Stupid Tricks with MongoDB

Aggregating Over Time

10/27/2013

It's commonly thought that you can't use aggregation framework to do cumulative over time sort of analysis. While there are many problems which are hard or impossible to do in MongoDB aggregation framework, there are some that are more or less straight forward, even though at first it may seem that they are beyond the scope of simple aggregation.

One of those problems stems from the need to analyze large collections where actions were written in append only fashion with simple key information, containing only actor id, action id and time of action. This can be the case when pre-aggregation by action by person isn't feasible because rather than answering questions like "how many people did this during this hour" we will instead want to ask questions about actions relative to each other for the same person. An example would be "How many people first performed action1, then performed action2 and then performed action3?" We might also want to know how long on average it took from first to last action or from first to second. This is the sort of problem that the following aggregation framework example addresses.

The following example was loosely inspired by some consulting work I did last year with a customer who is collecting a large number of "check-in" events from many devices and then needs to answer questions after the fact about devices which failed to check-in on schedule and which ones of them performed certain events immediately prior the failure (like upgraded software, or sent a "battery low" alert).

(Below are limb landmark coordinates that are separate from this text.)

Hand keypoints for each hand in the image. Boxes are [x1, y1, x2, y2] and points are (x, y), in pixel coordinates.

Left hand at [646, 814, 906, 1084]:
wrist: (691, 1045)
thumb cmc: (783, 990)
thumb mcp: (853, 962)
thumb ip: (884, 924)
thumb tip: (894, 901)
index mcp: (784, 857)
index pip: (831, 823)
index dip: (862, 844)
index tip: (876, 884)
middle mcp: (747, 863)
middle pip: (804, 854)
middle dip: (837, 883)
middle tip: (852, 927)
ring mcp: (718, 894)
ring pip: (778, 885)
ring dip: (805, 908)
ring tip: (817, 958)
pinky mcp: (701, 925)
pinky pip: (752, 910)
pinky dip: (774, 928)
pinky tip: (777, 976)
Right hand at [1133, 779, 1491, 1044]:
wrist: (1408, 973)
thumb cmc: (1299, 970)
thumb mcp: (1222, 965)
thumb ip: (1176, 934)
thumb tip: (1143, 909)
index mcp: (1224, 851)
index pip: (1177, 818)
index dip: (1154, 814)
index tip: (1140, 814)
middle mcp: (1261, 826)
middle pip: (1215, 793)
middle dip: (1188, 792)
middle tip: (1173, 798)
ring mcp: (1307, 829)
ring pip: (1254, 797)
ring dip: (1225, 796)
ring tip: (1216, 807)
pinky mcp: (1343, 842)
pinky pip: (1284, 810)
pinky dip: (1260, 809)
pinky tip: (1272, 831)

Recently a "Stack Overflow" question on a similar topic reminded me of this problem and I decided to write it up in detail.

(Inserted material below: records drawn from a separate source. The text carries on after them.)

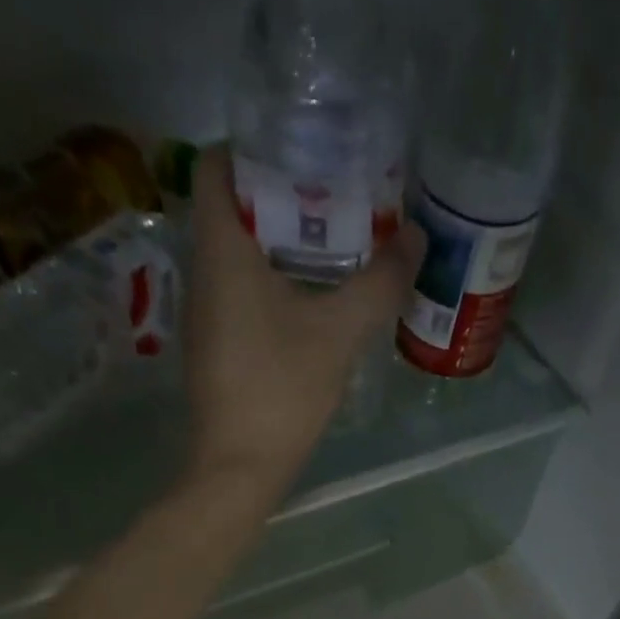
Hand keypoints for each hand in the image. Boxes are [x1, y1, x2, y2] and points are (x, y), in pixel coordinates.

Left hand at [182, 146, 425, 495]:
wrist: (238, 471)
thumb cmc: (280, 391)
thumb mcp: (338, 333)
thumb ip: (379, 283)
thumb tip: (416, 240)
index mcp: (220, 251)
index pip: (215, 164)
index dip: (254, 147)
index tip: (304, 154)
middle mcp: (203, 275)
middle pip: (232, 209)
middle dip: (282, 196)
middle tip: (337, 200)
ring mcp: (206, 317)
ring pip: (239, 258)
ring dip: (281, 246)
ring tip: (335, 249)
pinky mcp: (217, 352)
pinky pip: (242, 298)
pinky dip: (274, 288)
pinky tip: (313, 306)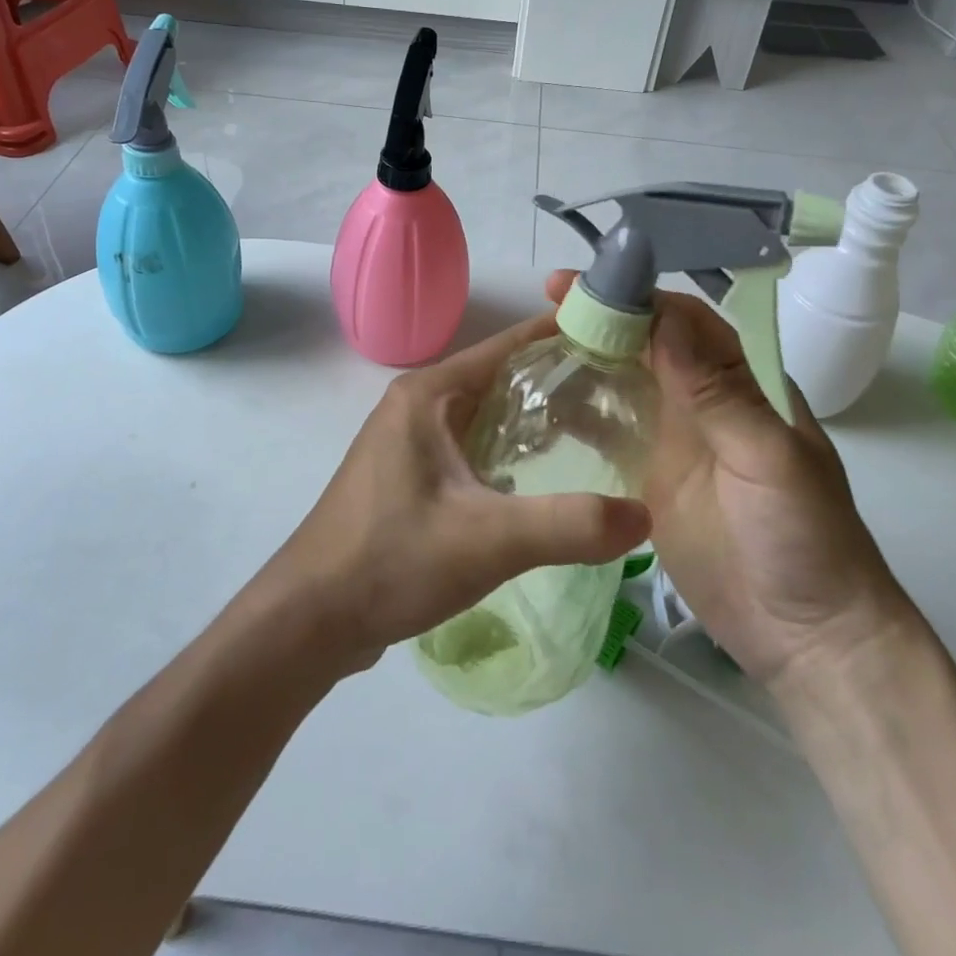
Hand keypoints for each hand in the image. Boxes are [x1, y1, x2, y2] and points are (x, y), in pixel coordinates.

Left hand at [266, 310, 650, 674]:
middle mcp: (416, 405)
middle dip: (557, 383)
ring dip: (533, 421)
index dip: (563, 337)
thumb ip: (570, 525)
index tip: (619, 340)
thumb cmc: (391, 560)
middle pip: (500, 379)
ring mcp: (408, 442)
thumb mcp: (488, 540)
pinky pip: (469, 448)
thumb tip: (644, 513)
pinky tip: (542, 479)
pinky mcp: (408, 476)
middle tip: (622, 397)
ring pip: (485, 416)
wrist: (311, 617)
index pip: (508, 346)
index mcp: (428, 394)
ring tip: (596, 434)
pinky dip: (508, 452)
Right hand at [545, 272, 912, 686]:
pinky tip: (543, 404)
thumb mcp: (767, 459)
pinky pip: (609, 434)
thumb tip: (665, 319)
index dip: (638, 297)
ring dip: (587, 359)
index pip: (686, 322)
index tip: (587, 285)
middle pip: (647, 345)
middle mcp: (704, 402)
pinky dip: (580, 414)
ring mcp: (673, 441)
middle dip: (603, 319)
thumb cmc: (803, 540)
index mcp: (743, 384)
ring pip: (624, 383)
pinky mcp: (648, 479)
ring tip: (534, 346)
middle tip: (546, 305)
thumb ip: (715, 392)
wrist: (805, 637)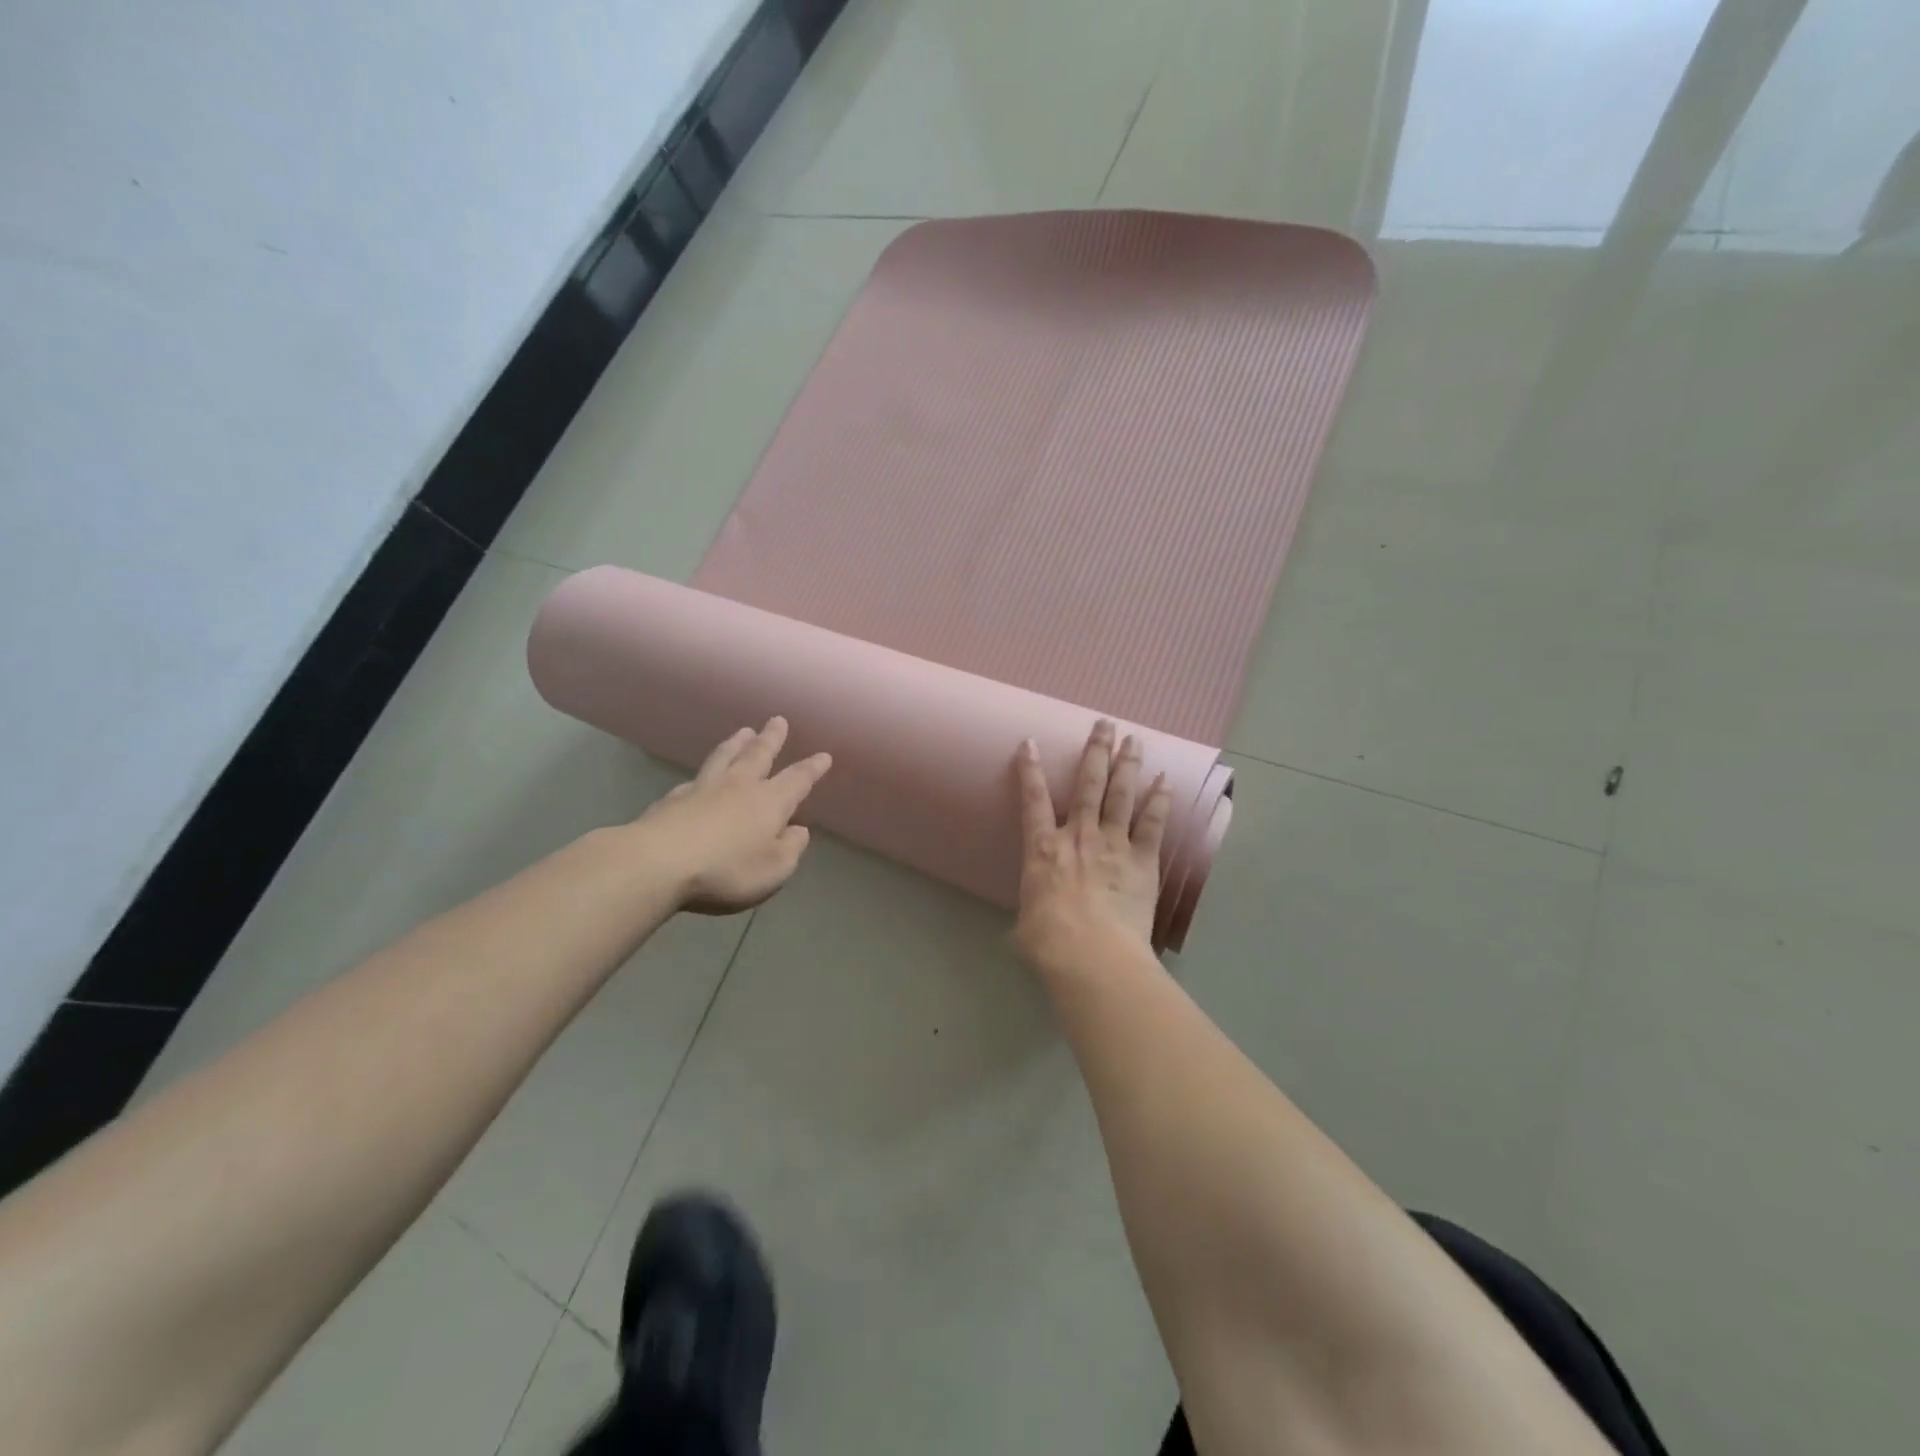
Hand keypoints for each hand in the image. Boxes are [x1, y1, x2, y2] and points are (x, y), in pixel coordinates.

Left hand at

In the example, I assume that each document in my collection (I'll call it "pats") has three fields in addition to the required _id: "p_id" number representing a person identifier, "action_id" string representing an action identifier and "ts" representing the time of action as ISODate(). It should be easy to modify my code to use exact field names and types of your collection.

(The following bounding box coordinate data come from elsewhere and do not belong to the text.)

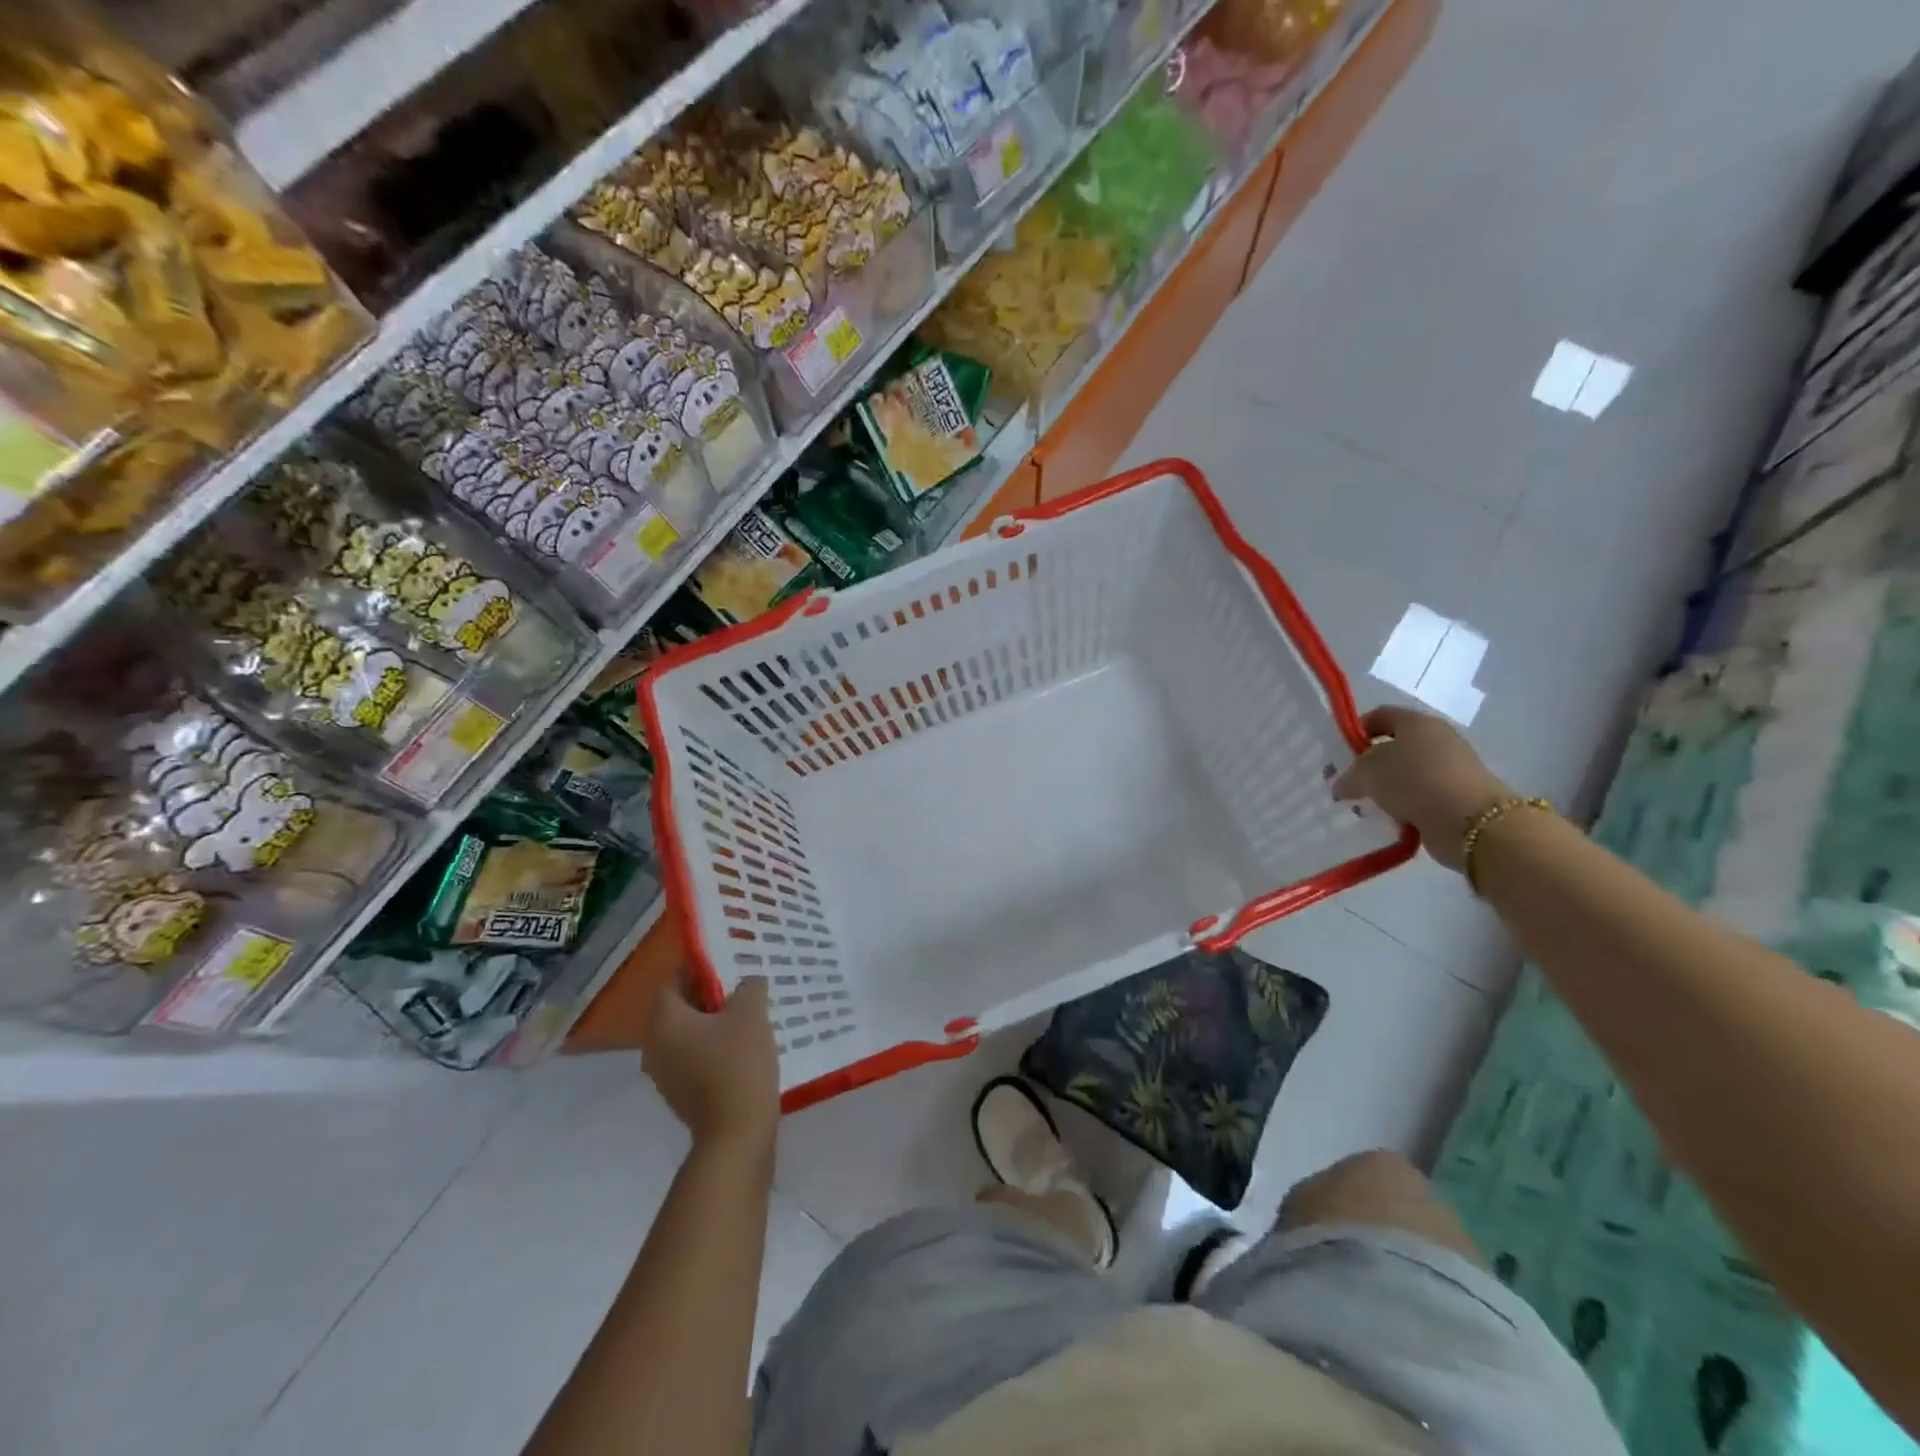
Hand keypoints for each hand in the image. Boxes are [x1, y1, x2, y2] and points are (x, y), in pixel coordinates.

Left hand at [642, 977, 779, 1153]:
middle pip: (680, 1007)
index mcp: (663, 1020)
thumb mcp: (751, 1013)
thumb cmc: (738, 1064)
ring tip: (748, 1017)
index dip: (702, 968)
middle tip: (744, 989)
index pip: (674, 979)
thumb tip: (748, 983)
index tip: (731, 966)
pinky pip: (693, 1057)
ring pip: (688, 1033)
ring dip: (713, 1023)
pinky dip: (713, 1047)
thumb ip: (749, 987)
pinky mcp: (679, 1094)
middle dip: (711, 995)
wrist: (736, 1134)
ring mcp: (664, 1074)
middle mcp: (653, 1045)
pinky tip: (743, 1048)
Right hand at [1333, 706, 1511, 873]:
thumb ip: (1349, 775)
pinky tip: (1392, 818)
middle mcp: (1438, 739)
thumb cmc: (1413, 782)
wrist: (1470, 821)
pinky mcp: (1459, 795)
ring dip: (1388, 788)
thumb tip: (1342, 785)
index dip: (1357, 729)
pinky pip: (1422, 796)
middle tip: (1350, 782)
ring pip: (1408, 773)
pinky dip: (1407, 805)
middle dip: (1370, 764)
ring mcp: (1452, 767)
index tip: (1340, 752)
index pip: (1381, 715)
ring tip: (1369, 805)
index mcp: (1417, 722)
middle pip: (1395, 746)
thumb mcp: (1367, 774)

First, we need to have a list of actions that we are reporting on so that we can generate the report automatically. I'm going to assume that my input will come as an array of action strings which represents actions in the order I expected them to be performed. Let's assume that "a1", "a2" and "a3" represent actions which are expected to be performed in order (though each may be performed multiple times) and that I want to know how many people performed just "a1", how many performed "a1" followed by "a2", how many performed all three actions in order and how long on average it took from "a1" to "a2" and "a1" to "a3".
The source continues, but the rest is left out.